§ ACTIVITY:
Begin at the first line of the data and copy each line through the one containing "--surface:#fff; --page:#f2f2f2; --text:#222;", that line included, with no pictures.

[Source records]
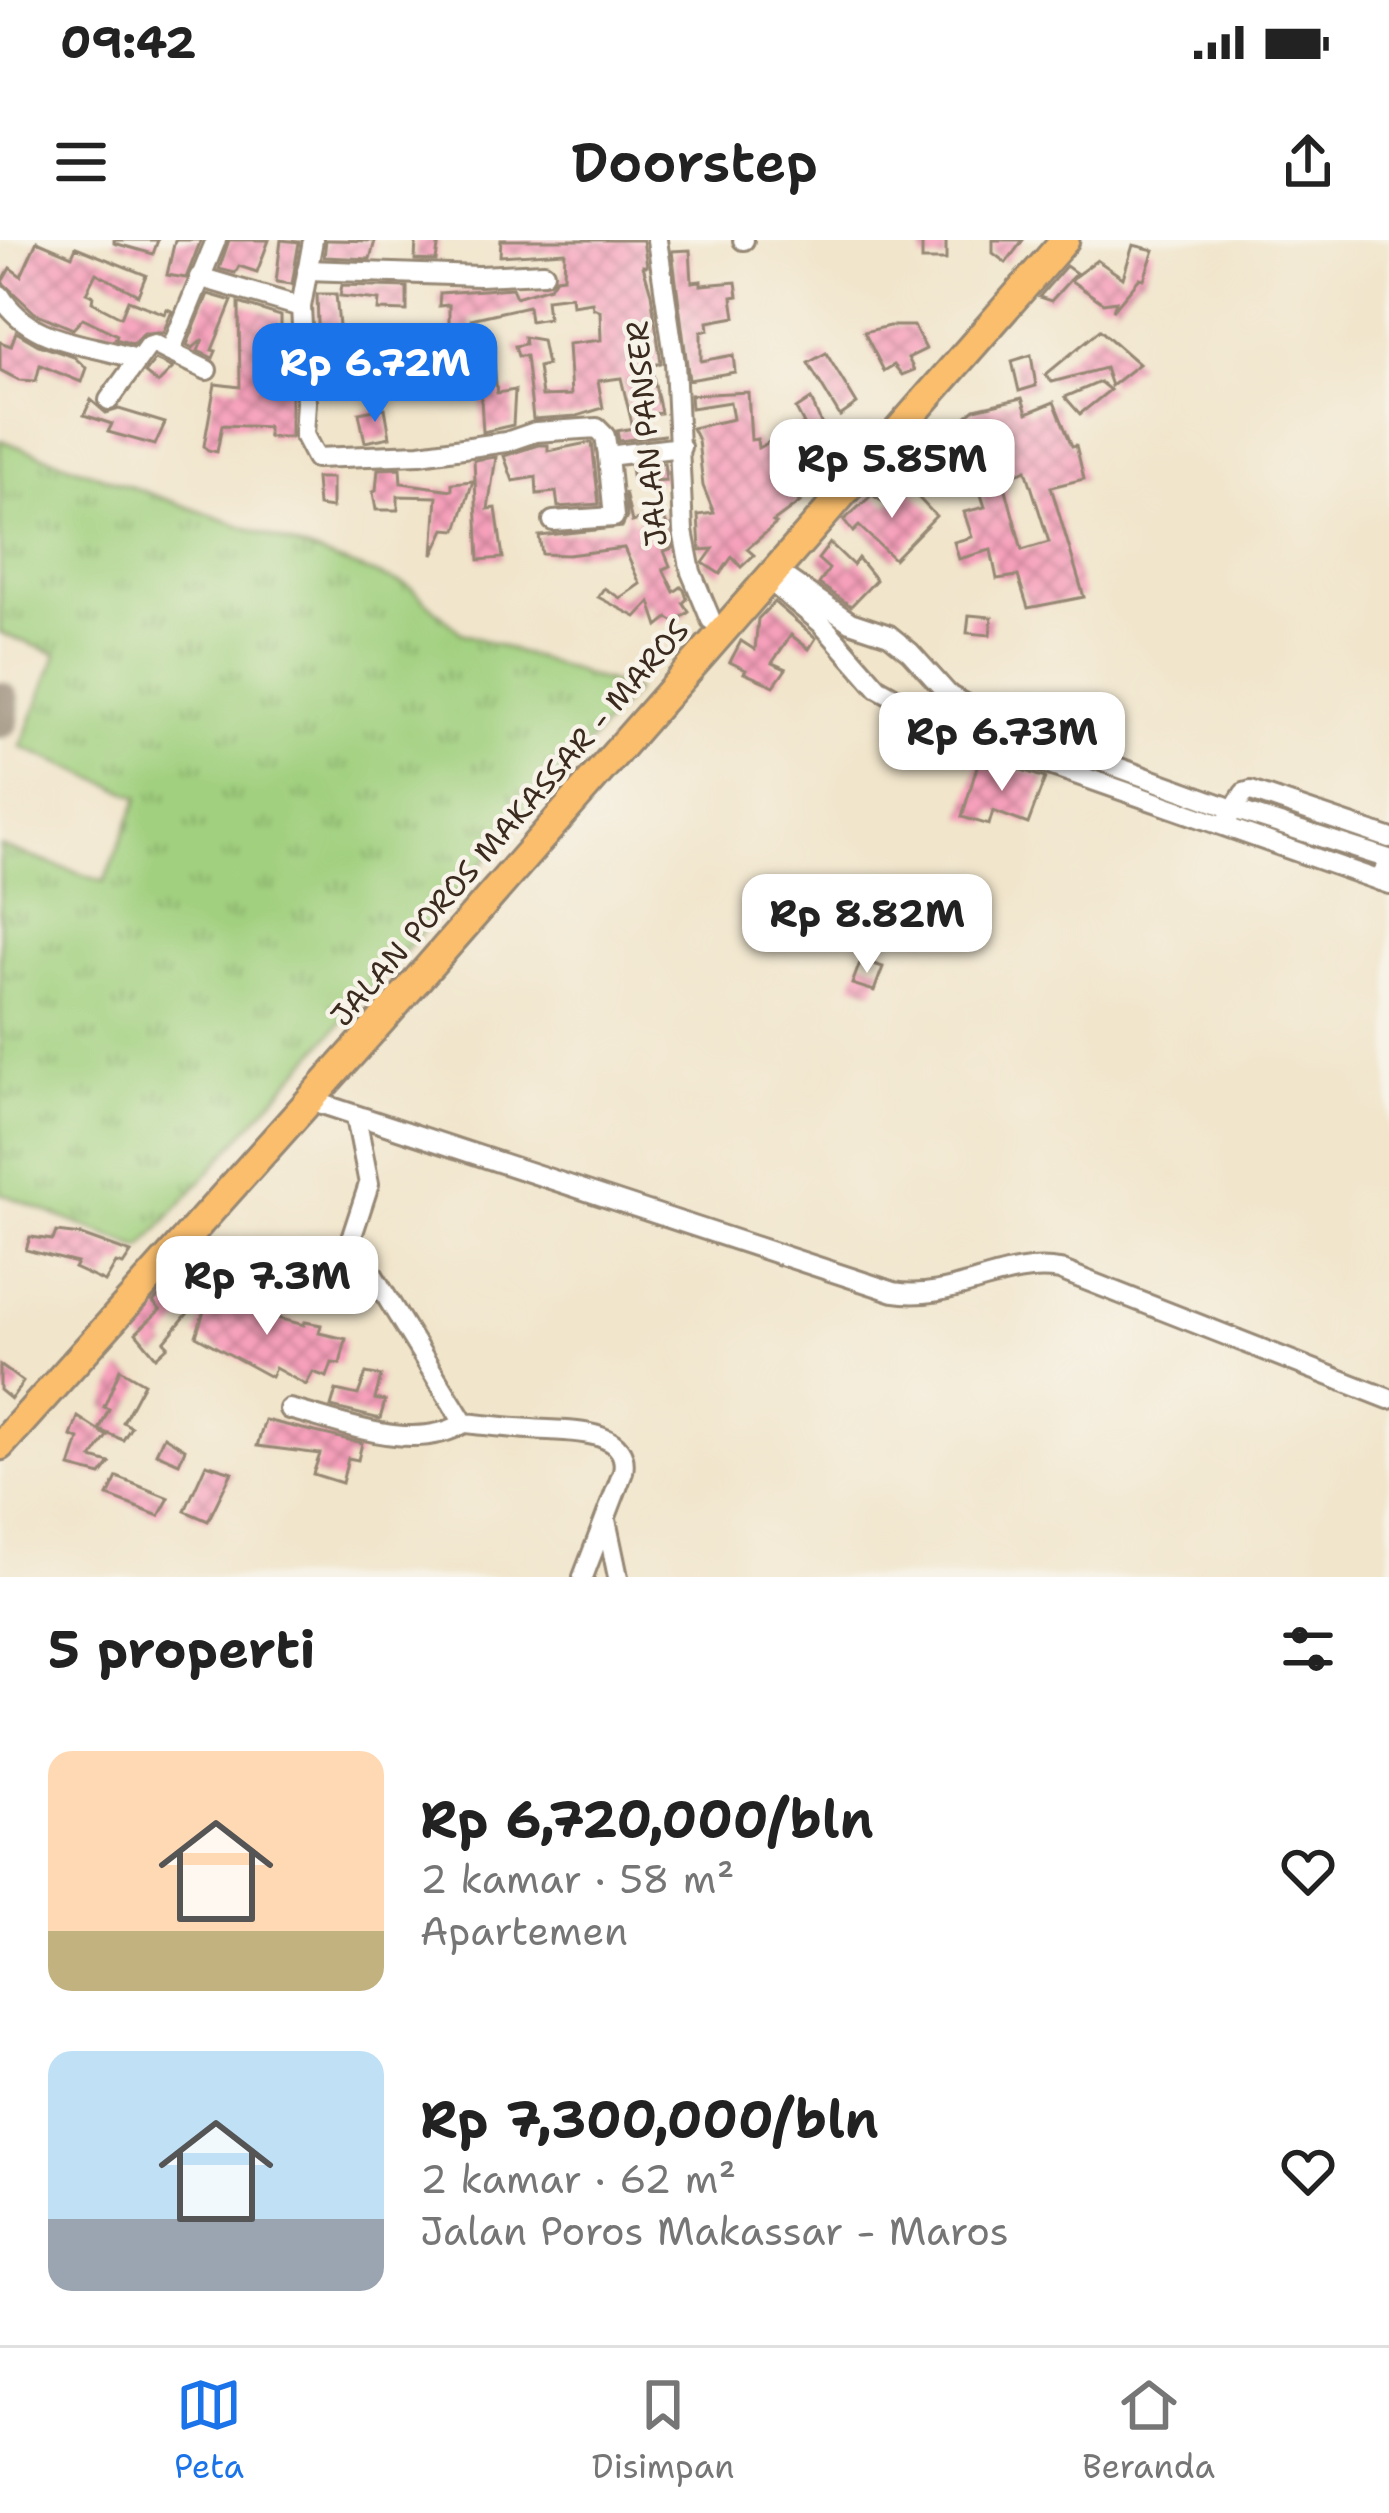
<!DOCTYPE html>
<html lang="id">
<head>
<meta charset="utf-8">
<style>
	:root { --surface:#fff; --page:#f2f2f2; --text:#222; --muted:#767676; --line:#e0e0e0; --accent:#1a73e8 }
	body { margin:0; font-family:"Shantell Sans",sans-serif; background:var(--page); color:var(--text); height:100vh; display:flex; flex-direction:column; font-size:45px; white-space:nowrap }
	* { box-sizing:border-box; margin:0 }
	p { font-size:39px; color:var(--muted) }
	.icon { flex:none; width:66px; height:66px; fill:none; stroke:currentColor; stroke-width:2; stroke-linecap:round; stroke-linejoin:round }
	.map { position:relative; height:1337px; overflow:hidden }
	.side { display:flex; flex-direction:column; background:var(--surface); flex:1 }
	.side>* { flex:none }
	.price { position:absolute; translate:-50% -102px; padding:0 27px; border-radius:24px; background:#fff; color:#222; font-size:39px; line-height:78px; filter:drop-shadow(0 3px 6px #0008) }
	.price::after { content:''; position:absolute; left:50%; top:72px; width:36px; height:27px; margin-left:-18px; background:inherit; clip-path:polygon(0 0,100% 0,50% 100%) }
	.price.active { background:var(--accent); color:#fff }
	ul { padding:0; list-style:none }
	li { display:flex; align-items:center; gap:36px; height:300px; padding:0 48px }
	li span { display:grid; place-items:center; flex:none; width:336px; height:240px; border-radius:24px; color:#555 }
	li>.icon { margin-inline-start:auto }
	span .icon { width:144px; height:144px; fill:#fffc; stroke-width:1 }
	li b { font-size:51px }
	h2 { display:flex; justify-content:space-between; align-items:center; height:144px; padding:0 48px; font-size:51px }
	.status { display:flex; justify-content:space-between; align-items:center; height:84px; padding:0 60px; background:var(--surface); direction:ltr }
	.status svg { height:33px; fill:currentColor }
	header { display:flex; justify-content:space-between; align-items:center; height:156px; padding:0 48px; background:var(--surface); font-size:54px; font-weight:600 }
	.tabs { display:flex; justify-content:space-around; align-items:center; height:168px; border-top:3px solid var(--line); background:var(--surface); font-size:33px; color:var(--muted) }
	.tabs a { display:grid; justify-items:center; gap:6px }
	.tabs .active { color:var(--accent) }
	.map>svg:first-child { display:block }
	.grass { fill:url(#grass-tufts); stroke:#6e7d4e; stroke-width:3 }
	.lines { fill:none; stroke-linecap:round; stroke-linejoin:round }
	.taxiway { stroke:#968874; stroke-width:39 }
	.building { fill:url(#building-cross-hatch); fill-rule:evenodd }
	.minor-casing { stroke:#968874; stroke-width:24 }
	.highway-casing { stroke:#968874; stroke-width:33 }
	.minor { stroke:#fff; stroke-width:18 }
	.highway { stroke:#fabe6d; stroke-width:27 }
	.labels { text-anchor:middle; stroke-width:9; stroke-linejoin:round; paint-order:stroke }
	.street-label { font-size:30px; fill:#3b2a1e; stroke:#f7f3e8 }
</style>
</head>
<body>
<div class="status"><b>09:42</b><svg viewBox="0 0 49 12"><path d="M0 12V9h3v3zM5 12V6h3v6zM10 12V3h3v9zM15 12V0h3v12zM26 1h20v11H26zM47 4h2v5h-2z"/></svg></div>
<header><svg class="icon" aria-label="menu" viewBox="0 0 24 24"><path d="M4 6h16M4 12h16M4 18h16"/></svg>Doorstep<svg class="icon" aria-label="share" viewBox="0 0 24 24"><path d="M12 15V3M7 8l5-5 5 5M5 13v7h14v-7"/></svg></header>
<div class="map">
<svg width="1389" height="1337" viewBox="0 0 1389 1337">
	<defs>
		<pattern id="grass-tufts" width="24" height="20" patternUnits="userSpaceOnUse" patternTransform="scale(3)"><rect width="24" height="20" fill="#a1d07f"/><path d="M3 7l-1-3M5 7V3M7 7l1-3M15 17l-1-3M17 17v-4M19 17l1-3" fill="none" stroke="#84a967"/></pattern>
		<pattern id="building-cross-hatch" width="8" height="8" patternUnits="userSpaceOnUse" patternTransform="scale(3)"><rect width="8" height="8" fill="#f7a0bc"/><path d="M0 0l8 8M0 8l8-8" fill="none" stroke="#c98398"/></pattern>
	</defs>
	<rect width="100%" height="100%" fill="#f7f3e8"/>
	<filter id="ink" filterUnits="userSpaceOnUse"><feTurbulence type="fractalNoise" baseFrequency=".00833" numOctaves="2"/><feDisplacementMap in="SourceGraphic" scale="24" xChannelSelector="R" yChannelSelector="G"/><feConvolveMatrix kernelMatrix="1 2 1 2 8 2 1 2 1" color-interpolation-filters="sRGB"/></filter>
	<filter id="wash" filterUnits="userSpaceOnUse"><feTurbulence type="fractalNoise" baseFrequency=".004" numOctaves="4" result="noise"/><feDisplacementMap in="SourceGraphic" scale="48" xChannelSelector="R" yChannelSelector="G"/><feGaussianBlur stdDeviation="2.7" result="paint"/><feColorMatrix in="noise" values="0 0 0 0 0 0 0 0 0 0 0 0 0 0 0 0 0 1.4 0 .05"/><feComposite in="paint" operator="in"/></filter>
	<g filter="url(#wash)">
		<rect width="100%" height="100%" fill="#f1e5cb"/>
		<!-- grass -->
		<polygon class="grass" points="0,200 409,346 461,393 635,451 141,1009 0,953 0,606 104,642 139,557 21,507 57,414 0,393"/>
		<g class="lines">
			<!-- taxiway -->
			<polyline class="taxiway" points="0,461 0,479"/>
		</g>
		<g id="blocks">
			<!-- building -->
			<g class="building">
				<polygon points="114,0 158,0 153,14 114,3"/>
				<polygon points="175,0 201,0 186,38 167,35"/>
				<polygon points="229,0 269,0 257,32 239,26 235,33 219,29"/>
				<polygon points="281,0 299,2 292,44 276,42"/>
				<polygon points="326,0 328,0 375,1 370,19 324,17"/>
				<polygon points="416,0 439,0 436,21 415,20"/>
				<polygon points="501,0 643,0 647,26 643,26 651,53 661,123 651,126 661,173 644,175 648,197 665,195 619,201 617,191 633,188 621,138 598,141 603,168 577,176 533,179 526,116 518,116 515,106 525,104 524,97 542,100 547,125 538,127 542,156 571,155 568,104 601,100 600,71 593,68 592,62 572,65 571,56 546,59 548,78 530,81 528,66 471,79 473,89 449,90 449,65 439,66 440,53 512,48 516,57 550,47 556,38 564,37 565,12 500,16"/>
				<rect x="922" y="0" width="24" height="20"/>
				<polygon points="993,0 1023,0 1006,23 993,13"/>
				<polygon points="37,1 72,16 76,7 146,35 138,55 96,33 86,53 93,56 92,62 121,77 128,60 165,74 167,69 172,71 163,93 144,93 133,104 115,99 117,95 83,78 73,89 35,73 2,42 10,28 21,36"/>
				<polygon points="1133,5 1154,10 1144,39 1140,38 1113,70 1116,61 1103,63 1070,40 1097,20 1123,38"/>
				<polygon points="690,10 692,42 701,41 701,45 736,42 738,56 732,57 735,77 708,82 709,90 701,92 701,121 733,115 735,132 689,140 672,11"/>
				<polygon points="1066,26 1076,33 1051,61 1039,57"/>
				<polygon points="342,45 407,47 407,71 378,70 379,60 340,56"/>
				<polygon points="208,54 232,61 212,110 216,111 213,118 198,111 203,99 193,108 187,105"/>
				<polygon points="317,54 336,54 340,97 345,96 347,110 319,113"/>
				<polygon points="239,63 281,76 281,134 291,133 291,197 268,197 268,187 222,185 217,212 208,210 204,206 215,144 240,147"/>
				<polygon points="889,86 914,86 926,109 908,118 914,130 902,135 894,125 884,131 864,92"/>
				<polygon points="1100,90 1139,124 1111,146 1105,128 1052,142 1045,135"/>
				<polygon points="16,92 38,105 74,117 86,128 81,142 40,125 36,141 19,140 0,130 0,102 11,106"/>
				<polygon points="826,113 857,164 840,176 808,123"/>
				<polygon points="1031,115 1036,146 1019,151 1012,121"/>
				<polygon points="155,120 173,128 158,143 145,133"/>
				<polygon points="494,124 497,153 515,150 513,185 483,192 479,127"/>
				<polygon points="379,127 407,130 405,151 376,148"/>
				<polygon points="1100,142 1110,150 1080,174 1065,157"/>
				<polygon points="748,152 751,200 757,199 758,208 804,184 796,169 811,159 823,188 803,198 824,229 787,250 800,262 773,282 776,284 747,309 754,315 741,327 732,317 720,334 703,323 713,309 700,310 698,275 714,273 703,246 698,200 692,188 733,179 730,162 691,168 690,155"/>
				<path d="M1022,158l5,15 27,-11 18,44 4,-1 8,34 -33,8 33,110 -56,11 -10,-32 -21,3 -6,-29 -32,9 -5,-17 18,-5 -8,-25 21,-5 -9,-28 -6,3 -24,-29 9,-7 -7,-15 27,-22zM1026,230l23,72 -27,8 -19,-72z"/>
				<polygon points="91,160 106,173 119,169 165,183 155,205 108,192 112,184 84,175"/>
				<polygon points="385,168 390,197 365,202 359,173"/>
				<polygon points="592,202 599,264 558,267 556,252 537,254 536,237 513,241 504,216 538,205 548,205 548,211"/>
				<polygon points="496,217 488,269 496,268 503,318 479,320 474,220"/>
				<polygon points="664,223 666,240 633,242 631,227"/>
				<polygon points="400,228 401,243 452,250 452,243 473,241 457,290 445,289 433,315 437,257 398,256 398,270 376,270 373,252 376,251 378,229"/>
				<polygon points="316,238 332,238 332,268 318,266"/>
				<polygon points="908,247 936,276 894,319 859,286 853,292 844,280 872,255 888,265"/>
				<polygon points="625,252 632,282 663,273 673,308 664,311 670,326 663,329 674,352 681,347 684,350 687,359 683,363 689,372 675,382 668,378 658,386 650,362 636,377 598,357 604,348 620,358 640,344 624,308 568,315 542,314 539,296 622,287 627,277"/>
				<polygon points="830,303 853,325 858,318 876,340 851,366 819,344 829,329 818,319"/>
				<polygon points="774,362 816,398 809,409 791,395 772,423 786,429 774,446 744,433 746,430 730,422 741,401 755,410 758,379"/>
				<polygon points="969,375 992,377 990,395 967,393"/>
				<polygon points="978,523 1014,533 1016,528 1045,538 1028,584 993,571 989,585 962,577"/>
				<polygon points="861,720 883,727 874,751 852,744"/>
				<polygon points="56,992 81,995 131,1013 123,1025 116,1023 105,1042 74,1028 77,1023 26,1010 30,997 53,1000"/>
				<polygon points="179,1036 202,1056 164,1102 168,1106 156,1117 136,1093 160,1070 153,1062"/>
				<polygon points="212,1046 265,1063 261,1074 304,1085 305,1082 321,1085 319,1093 346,1099 340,1124 332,1123 327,1137 313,1132 306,1145 275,1128 271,1137 196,1096"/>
				<polygon points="0,1125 23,1142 11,1159 0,1150"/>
				<polygon points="120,1129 144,1143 123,1182 131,1187 123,1200 99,1190 109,1169 104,1167"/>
				<polygon points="366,1133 381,1136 375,1159 385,1161 380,1179 331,1167 336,1150 358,1155"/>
				<polygon points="78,1177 107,1196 92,1218 110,1223 101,1235 70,1227 79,1199 71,1196"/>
				<polygon points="265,1180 362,1203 358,1220 348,1218 342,1243 313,1234 320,1214 257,1206"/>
				<polygon points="164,1196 185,1209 179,1223 156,1213"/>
				<polygon points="206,1224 232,1232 208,1281 185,1271"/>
				<polygon points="117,1237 169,1258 159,1276 108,1256"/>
			</g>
		</g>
	</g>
	<g filter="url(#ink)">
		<use href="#blocks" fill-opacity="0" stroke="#968874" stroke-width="3"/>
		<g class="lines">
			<!-- minor casing -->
			<g class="minor-casing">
				<g id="minor">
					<polyline points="313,0 301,67 306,162 304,195 316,218 420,214 506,202 535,192 597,188 605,196 608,216 681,207"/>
					<polyline points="657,0 675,123 683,291 691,332 711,380"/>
					<polyline points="743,0 744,0"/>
					<polyline points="307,30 479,36 544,33"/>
					<polyline points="199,37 301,67"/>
					<path d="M0,55c31,50 86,47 136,64"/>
					<polyline points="170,112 207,130"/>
					<polyline points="109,160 148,106 154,104 170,112 216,0"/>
					<polyline points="553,281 614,277 608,216"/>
					<polyline points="776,331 850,382 889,395 910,412 948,454 1004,486 1233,569 1389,619 1380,641"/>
					<polyline points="769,340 821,383 878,448 961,494 1389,644"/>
					<polyline points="1229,577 1244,553 1251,551 1389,598"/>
					<path d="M310,860l584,192c59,10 109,-32 166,-22l329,129"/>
					<path d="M351,999l113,184c22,2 45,5 67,6 29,3 101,-3 92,43l-40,105"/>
					<polyline points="312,1054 351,999 369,944 356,877"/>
					<path d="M289,1169c53,13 124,45 175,14"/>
					<polyline points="606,1280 618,1337"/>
				</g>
			</g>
			<!-- highway casing -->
			<g class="highway-casing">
				<polyline id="highway" points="0,1206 397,763 1065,0"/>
			</g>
			<!-- minor -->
			<use href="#minor" class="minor"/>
			<!-- highway -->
			<use href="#highway" class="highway"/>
		</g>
	</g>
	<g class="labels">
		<!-- street labels -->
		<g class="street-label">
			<text transform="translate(647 194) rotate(-95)" y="10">JALAN PANSER</text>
			<text transform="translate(510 583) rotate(-49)" y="10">JALAN POROS MAKASSAR - MAROS</text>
		</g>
	</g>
</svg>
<b class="price active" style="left:375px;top:185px">Rp 6.72M</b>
<b class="price" style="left:892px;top:281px">Rp 5.85M</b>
<b class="price" style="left:1002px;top:554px">Rp 6.73M</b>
<b class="price" style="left:867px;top:736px">Rp 8.82M</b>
<b class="price" style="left:267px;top:1098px">Rp 7.3M</b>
</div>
<section class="side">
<h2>5 properti<svg class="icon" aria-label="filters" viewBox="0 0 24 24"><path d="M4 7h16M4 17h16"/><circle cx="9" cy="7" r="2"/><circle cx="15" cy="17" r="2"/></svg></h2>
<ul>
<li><span style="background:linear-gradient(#ffd9b3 75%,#c2b280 0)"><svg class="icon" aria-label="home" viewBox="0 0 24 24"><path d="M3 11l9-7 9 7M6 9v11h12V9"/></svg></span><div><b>Rp 6,720,000/bln</b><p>2 kamar · 58 m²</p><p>Apartemen</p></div><svg class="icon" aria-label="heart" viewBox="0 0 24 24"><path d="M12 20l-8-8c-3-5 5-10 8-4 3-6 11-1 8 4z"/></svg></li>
<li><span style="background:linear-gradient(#bfe0f5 70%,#9aa5b1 0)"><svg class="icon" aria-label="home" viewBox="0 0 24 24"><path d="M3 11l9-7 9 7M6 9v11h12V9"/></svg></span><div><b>Rp 7,300,000/bln</b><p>2 kamar · 62 m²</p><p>Jalan Poros Makassar - Maros</p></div><svg class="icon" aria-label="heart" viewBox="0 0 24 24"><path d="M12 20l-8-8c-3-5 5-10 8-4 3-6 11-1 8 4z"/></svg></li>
</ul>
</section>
<nav class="tabs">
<a class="active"><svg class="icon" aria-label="map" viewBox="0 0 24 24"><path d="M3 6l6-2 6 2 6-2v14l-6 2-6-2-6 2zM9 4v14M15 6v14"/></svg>Peta</a>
<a><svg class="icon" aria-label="saved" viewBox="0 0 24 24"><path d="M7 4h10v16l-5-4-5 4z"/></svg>Disimpan</a>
<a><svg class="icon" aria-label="home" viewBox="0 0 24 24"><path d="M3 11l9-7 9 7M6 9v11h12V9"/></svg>Beranda</a>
</nav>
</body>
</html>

§ SOLUTION:
<!DOCTYPE html>
<html lang="id">
<head>
<meta charset="utf-8">
<style>
	:root { --surface:#fff; --page:#f2f2f2; --text:#222; --muted:#767676; --line:#e0e0e0; --accent:#1a73e8 }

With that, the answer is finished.